Collected data entries

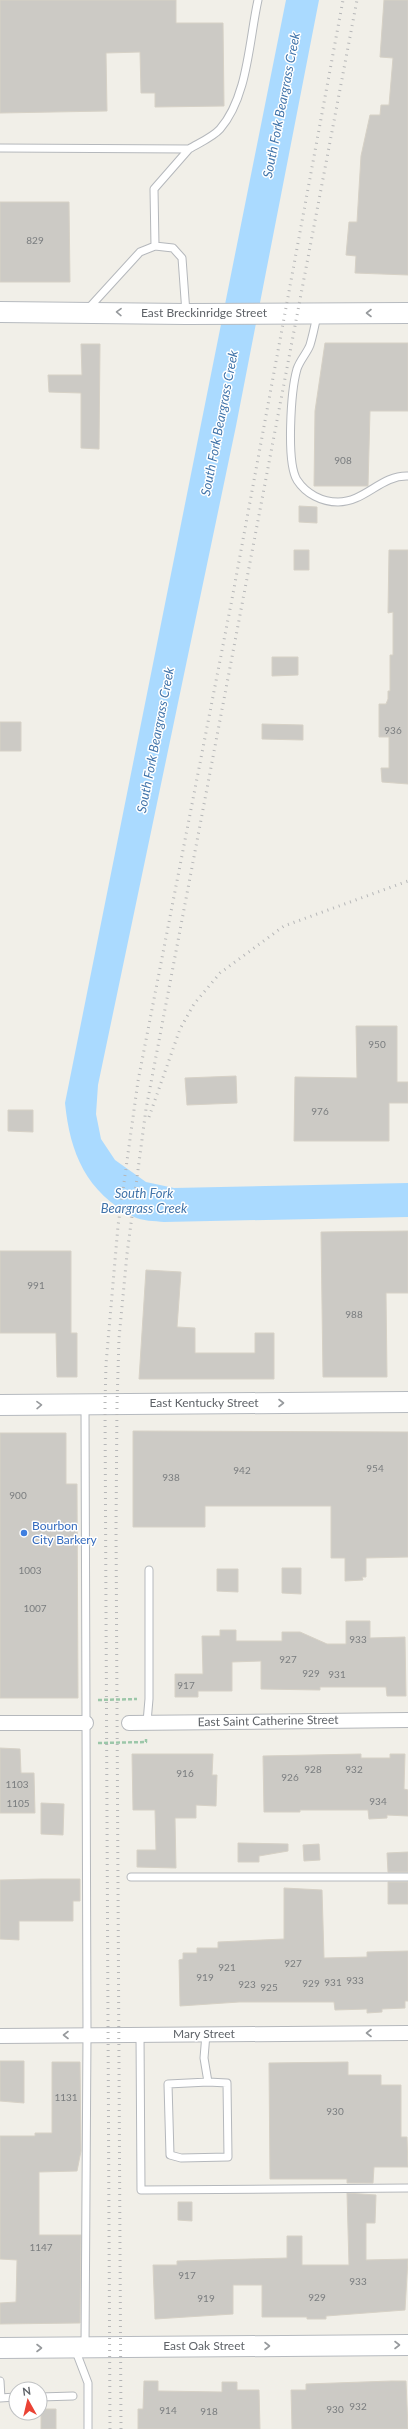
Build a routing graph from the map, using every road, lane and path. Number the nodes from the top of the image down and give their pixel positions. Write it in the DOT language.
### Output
graph roads {
  1 [pos="258,0"];
  2 [pos="0,148"];
  3 [pos="189,149"];
  4 [pos="155,246"];
  5 [pos="0,312"];
  6 [pos="86,312"];
  7 [pos="408,312"];
  8 [pos="318,313"];
  9 [pos="186,314"];
  10 [pos="408,476"];
  11 [pos="408,1402"];
  12 [pos="85,1404"];
  13 [pos="0,1405"];
  14 [pos="149,1570"];
  15 [pos="149,1699"];
  16 [pos="86,1700"];
  17 [pos="408,1720"];
  18 [pos="147,1722"];
  19 [pos="0,1723"];
  20 [pos="86,1723"];
  21 [pos="129,1723"];
  22 [pos="130,1877"];
  23 [pos="408,1877"];
  24 [pos="408,2032"];
  25 [pos="140,2034"];
  26 [pos="206,2034"];
  27 [pos="88,2035"];
  28 [pos="0,2036"];
  29 [pos="208,2082"];
  30 [pos="408,2188"];
  31 [pos="408,2345"];
  32 [pos="80,2347"];
  33 [pos="0,2348"];
  34 [pos="0,2381"];
  35 [pos="73,2396"];
  36 [pos="48,2397"];
  37 [pos="0,2398"];
  38 [pos="88,2429"];
  1 -- 3 [label="lane"];
  2 -- 3 [label="lane"];
  3 -- 4 [label="lane"];
  4 -- 6 [label="lane"];
  4 -- 9 [label="lane"];
  5 -- 6 [label="street, East Breckinridge Street"];
  9 -- 6 [label="street, East Breckinridge Street, one-way"];
  7 -- 8 [label="street, East Breckinridge Street, one-way"];
  8 -- 9 [label="street, East Breckinridge Street"];
  8 -- 10 [label="lane"];
  12 -- 11 [label="street, East Kentucky Street, one-way"];
  13 -- 12 [label="street, East Kentucky Street, one-way"];
  12 -- 16 [label="lane"];
  14 -- 15 [label="lane"];
  15 -- 16 [label="path"];
  15 -- 18 [label="lane"];
  16 -- 20 [label="lane"];
  17 -- 18 [label="street, East Saint Catherine Street"];
  18 -- 21 [label="street, East Saint Catherine Street"];
  19 -- 20 [label="street"];
  20 -- 27 [label="lane"];
  22 -- 23 [label="lane"];
  24 -- 26 [label="street, Mary Street, one-way"];
  25 -- 26 [label="street, Mary Street"];
  25 -- 27 [label="street, Mary Street"];
  25 -- 30 [label="lane"];
  26 -- 29 [label="lane"];
  27 -- 28 [label="street, Mary Street, one-way"];
  27 -- 32 [label="lane"];
  29 -- 29 [label="lane"];
  32 -- 31 [label="street, East Oak Street, one-way"];
  33 -- 32 [label="street, East Oak Street, one-way"];
  32 -- 38 [label="lane"];
  34 -- 37 [label="lane"];
  35 -- 36 [label="lane"];
}
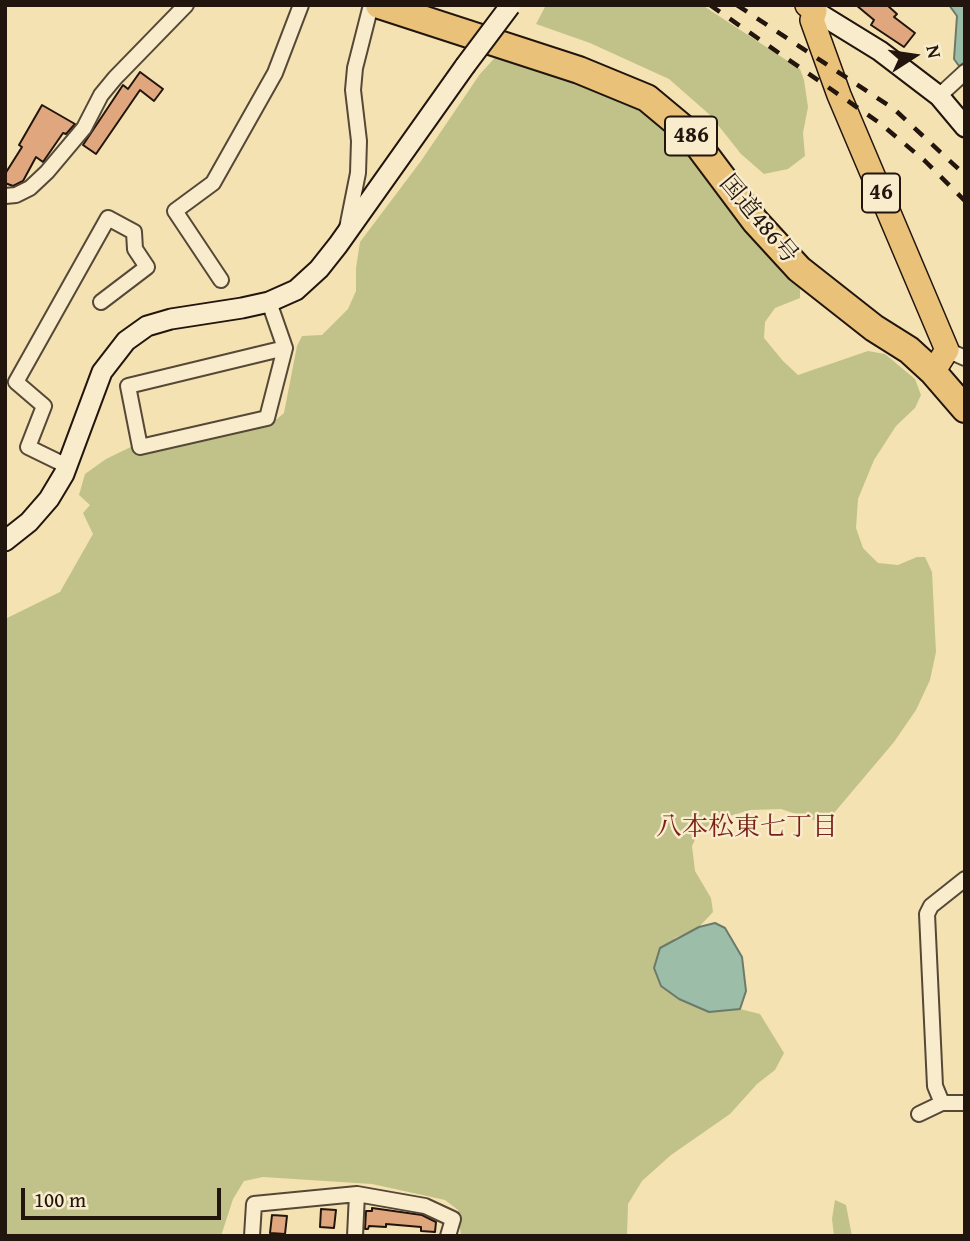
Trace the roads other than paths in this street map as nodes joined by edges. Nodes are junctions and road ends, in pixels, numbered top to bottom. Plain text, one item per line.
1 (186, 5) edge
2 (301, 5) edge
3 (371, 5) edge
4 (379, 5) edge
5 (511, 5) edge
6 (811, 8) edge
7 (965, 72) edge
8 (939, 96) junction
9 (965, 127) edge
10 (5, 195) edge
11 (347, 232) junction
12 (221, 280) dead end
13 (101, 302) dead end
14 (269, 302) junction
15 (285, 348) junction
16 (948, 360) edge
17 (965, 409) edge
18 (67, 466) junction
19 (5, 541) edge
20 (965, 879) edge
21 (965, 1102) edge
22 (942, 1103) junction
23 (919, 1114) dead end
24 (356, 1194) junction
25 (252, 1236) edge
26 (355, 1236) edge
27 (448, 1236) edge

1 - 10 street
2 - 12 street
3 - 11 street
4 - 16 highway, 国道486号 / 486
5 - 11 street, bridge
6 - 8 street
6 - 16 main road, 46
7 - 8 street
8 - 9 street
11 - 14 street
13 - 18 street
14 - 15 street
14 - 18 street
15 - 15 street
16 - 17 highway, 国道486号 / 486
18 - 19 street
20 - 22 street
21 - 22 street
22 - 23 street
24 - 25 street
24 - 26 street
24 - 27 street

HOW TO COMPLETE THIS TASK
The lines needed are those in the data above that hold the string "Saint"; copy each of them.

EXERCISE ANSWER
  17 -- 18 [label="street, East Saint Catherine Street"];
  18 -- 21 [label="street, East Saint Catherine Street"];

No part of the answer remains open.